Female patient, 55 years old, intensive care physician, resident of the city of Recife—PE. She has hypothyroidism and overweight comorbidities. The patient had contact with an intensive care unit (ICU) patient previously tested positive for Sars-cov-2 on 03/22/2020. Five days later, few painful erythematous-edematous plaques appeared on the flexor face of forearms and leg extensors (picture 1). Some lesions evolved into bruises. She was treated with betamethasone cream 0.1% once a day with lesion resolution in 3 days.

The patient had a second exposure to another ICU patient with COVID-19 on 04/05/2020. On 06/04/20, she had a fever, epistaxis, headache, myalgia, vomiting, and diarrhea. In the skin, she presented pruritic urticarial lesions on the shoulders and inguinal region (Fig. 1). On the palms of his hands, there was erythema and intense itching (Fig. 2).

Fig. 1
figure 1

Erythematous-edematous plaque on the flexor face of the forearm and bruises lesion on the inner thighs

Fig. 2
figure 2

Exuberant urticarial lesions located on the shoulders. Light erythema and edema on the palms

She was medicated with Bilastine 20 mg one tablet a day for 15 days. Within 48 h, there were no more wheals and erythematous-edematous plaques appeared without itching in the antecubital and popliteal fossae (Fig. 3). The lesions regressed after the use of betamethasone ointment 0.1% cream once a day for 2 days. On 12/04/2020, the patient presented anosmia, nasal obstruction, asthenia, and mild dyspnea. However, no return of skin lesions. The laboratory showed a positive polymerase chain reaction for |Sars-cov-2 and results within normality; lactate dehydrogenase: 321 u/l, C-reactive protein (CPR): 0.7 mg/L, fibrinogen: 304 mg/dL, International Normalized Ratio: 1.00, troponin: 0.03 ng/mL, d-dimer: 400 µg/L, total leukocytes: 6890/mm, neutrophils: 4078, eosinophils: 48, lymphocytes: 1897, platelets: 234.000/mm3, alanine aminotransferase: 42 pg/mL, aspartate aminotransferase: 31 U/L, total bilirubin: 0.5 mg/dL, serum creatinine: 0,73 mg/dL and. She used only oral zinc and was completely recovered after 10 days of the onset of systemic symptoms.

Fig. 3
figure 3

Erythematous-edematous plaques in the popliteal fossae and antecubital fossa

Discussion

The pandemic situation caused by COVID-19 is still recent and at the moment there is little information about the cutaneous conditions associated with the virus.
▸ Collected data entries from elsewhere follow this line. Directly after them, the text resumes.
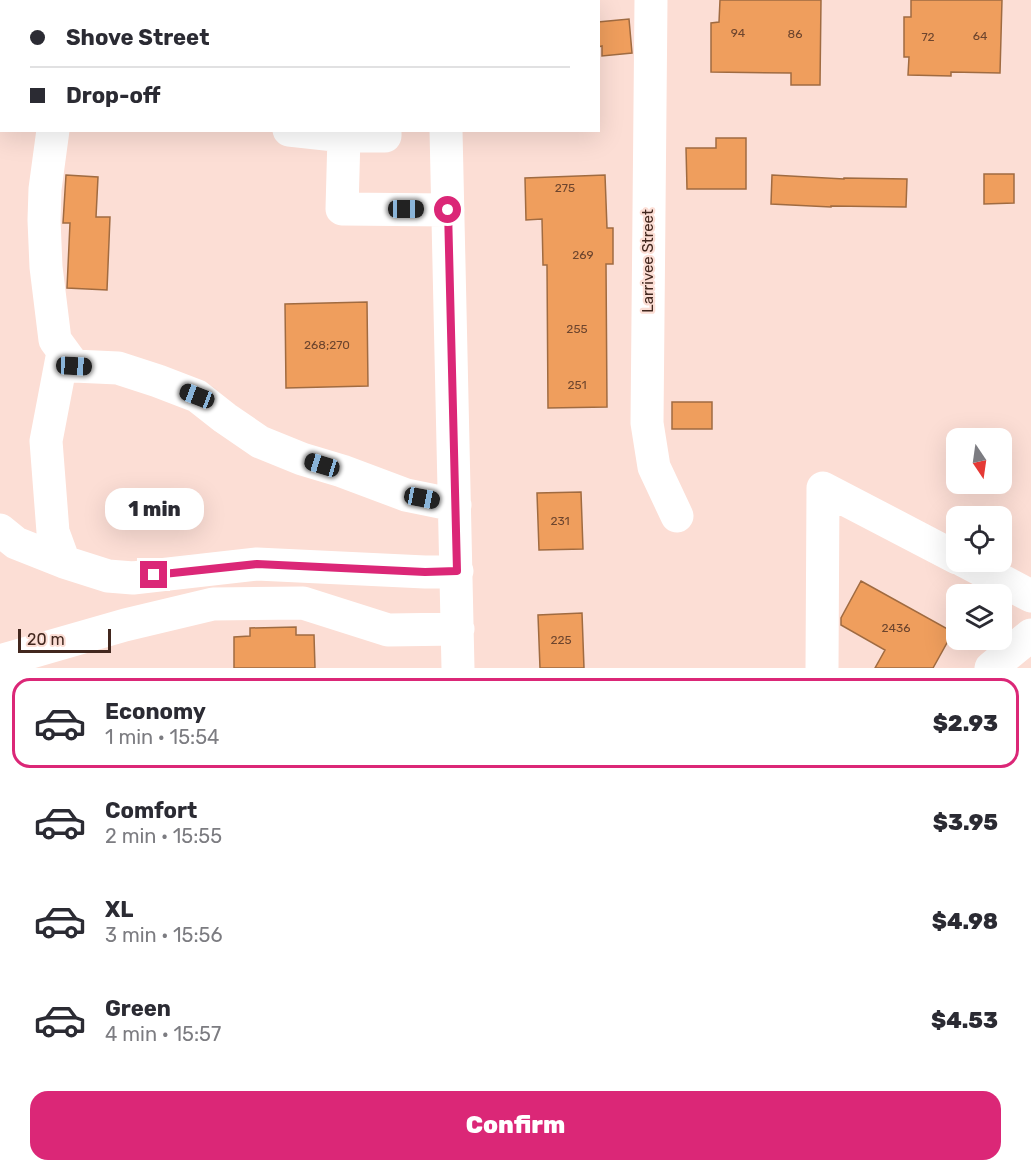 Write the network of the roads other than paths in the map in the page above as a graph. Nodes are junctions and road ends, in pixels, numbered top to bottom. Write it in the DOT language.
graph roads {
  1 [pos="651,0"];
  2 [pos="53,132"];
  3 [pos="307,132"];
  4 [pos="385,132"];
  5 [pos="446,132"];
  6 [pos="344,136"];
  7 [pos="448,210"];
  8 [pos="63,352"];
  9 [pos="455,505"];
  10 [pos="676,516"];
  11 [pos="0,530"];
  12 [pos="946,552"];
  13 [pos="64,562"];
  14 [pos="257,564"];
  15 [pos="457,571"];
  16 [pos="985,572"];
  17 [pos="1031,596"];
  18 [pos="261,604"];
  19 [pos="458,629"];
  20 [pos="1031,635"];
  21 [pos="0,662"];
  22 [pos="458,668"];
  23 [pos="822,668"];
  24 [pos="991,668"];
  1 -- 10 [label="street, Larrivee Street"];
  2 -- 8 [label="street"];
  3 -- 6 [label="street"];
  4 -- 6 [label="street"];
  5 -- 7 [label="street"];
  6 -- 7 [label="street"];
  7 -- 9 [label="street"];
  8 -- 9 [label="street"];
  8 -- 13 [label="street"];
  9 -- 15 [label="street"];
  11 -- 13 [label="street"];
  12 -- 23 [label="street"];
  13 -- 14 [label="street"];
  14 -- 15 [label="street"];
  14 -- 18 [label="street"];
  15 -- 19 [label="street"];
  16 -- 17 [label="street"];
  18 -- 19 [label="street"];
  18 -- 21 [label="street"];
  19 -- 22 [label="street"];
  20 -- 24 [label="street"];
}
The report Joob et al. [4] serves as a warning to health professionals for the possibility of the presence of a rash as the only initial sign of infection with the new Coronavirus.
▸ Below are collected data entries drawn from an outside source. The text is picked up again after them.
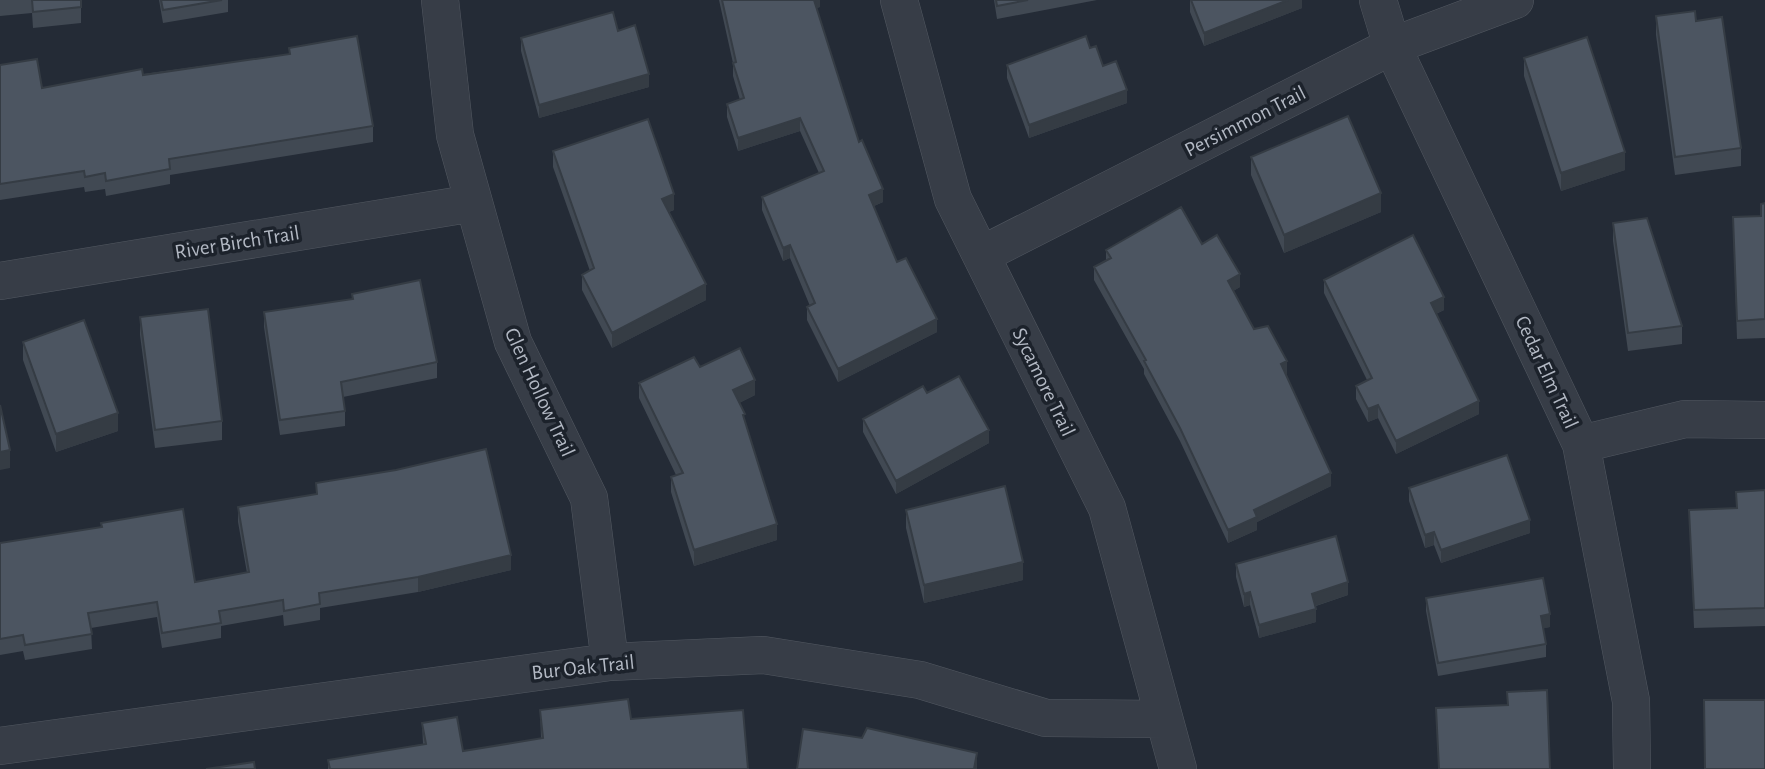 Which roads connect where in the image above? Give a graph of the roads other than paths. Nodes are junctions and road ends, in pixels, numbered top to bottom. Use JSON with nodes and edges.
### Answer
{"nodes":[{"id":1,"x":440,"y":0,"type":"edge"},
{"id":2,"x":899,"y":0,"type":"edge"},
{"id":3,"x":1378,"y":0,"type":"edge"},
{"id":4,"x":1515,"y":0,"type":"edge"},
{"id":5,"x":1392,"y":46,"type":"junction"},
{"id":6,"x":474,"y":203,"type":"junction"},
{"id":7,"x":981,"y":255,"type":"junction"},
{"id":8,"x":0,"y":281,"type":"edge"},
{"id":9,"x":1765,"y":420,"type":"edge"},
{"id":10,"x":1581,"y":444,"type":"junction"},
{"id":11,"x":610,"y":662,"type":"junction"},
{"id":12,"x":1164,"y":719,"type":"junction"},
{"id":13,"x":0,"y":746,"type":"edge"},
{"id":14,"x":1178,"y":769,"type":"edge"},
{"id":15,"x":1633,"y":769,"type":"edge"}],
"edges":[{"from":1,"to":6,"type":"street","name":"Glen Hollow Trail"},
{"from":2,"to":7,"type":"street","name":"Sycamore Trail"},
{"from":3,"to":5,"type":"street","name":"Cedar Elm Trail"},
{"from":4,"to":5,"type":"street","name":"Persimmon Trail"},
{"from":5,"to":7,"type":"street","name":"Persimmon Trail"},
{"from":5,"to":10,"type":"street","name":"Cedar Elm Trail"},
{"from":6,"to":8,"type":"street","name":"River Birch Trail"},
{"from":6,"to":11,"type":"street","name":"Glen Hollow Trail"},
{"from":7,"to":12,"type":"street","name":"Sycamore Trail"},
{"from":9,"to":10,"type":"street"},
{"from":10,"to":15,"type":"street","name":"Cedar Elm Trail"},
{"from":11,"to":12,"type":"street","name":"Bur Oak Trail"},
{"from":11,"to":13,"type":"street","name":"Bur Oak Trail"},
{"from":12,"to":14,"type":"street","name":"Sycamore Trail"}]}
Viral etiology is not often remembered in the investigation of acute urticaria as it occurs for rash. However, infections by several virus families, such as Parvoviridae and Caliciviridae, in addition to hepatitis A, B, and C viruses [9] are described as causing acute and /or chronic urticaria in children and adults who are not currently using drug therapy. Acute urticaria has an increase in IL-6, PCR, and d-dimer, [10, 11] inflammatory factors that are greatly increased during COVID-19 [12]. The IL-6 is the possible immunological link between them. There are reports of the onset of urticaria in the second infection of dengue [13] and Epstein-Barr reactivation [14]. It is not known if new exposures to the coronavirus increased the immune stimulus, exacerbating the lesions.

It is necessary to use serological tests more frequently to assess viral etiology in patients with acute urticarial or edematous lesions. The initial frustrating lesions, the excellent response to the antihistamine/cortisone cream, and the rapid change to localized lesions practically asymptomatic would prevent the patient from being tested for COVID-19 if she did not have systemic symptoms. Patients with edematous skin lesions or even the classic ones suggestive of viral etiology should be evaluated for COVID-19 and another virosis. Knowing cutaneous manifestations caused by COVID-19 can be an essential step for the early diagnosis of this disease helping to decrease its spread.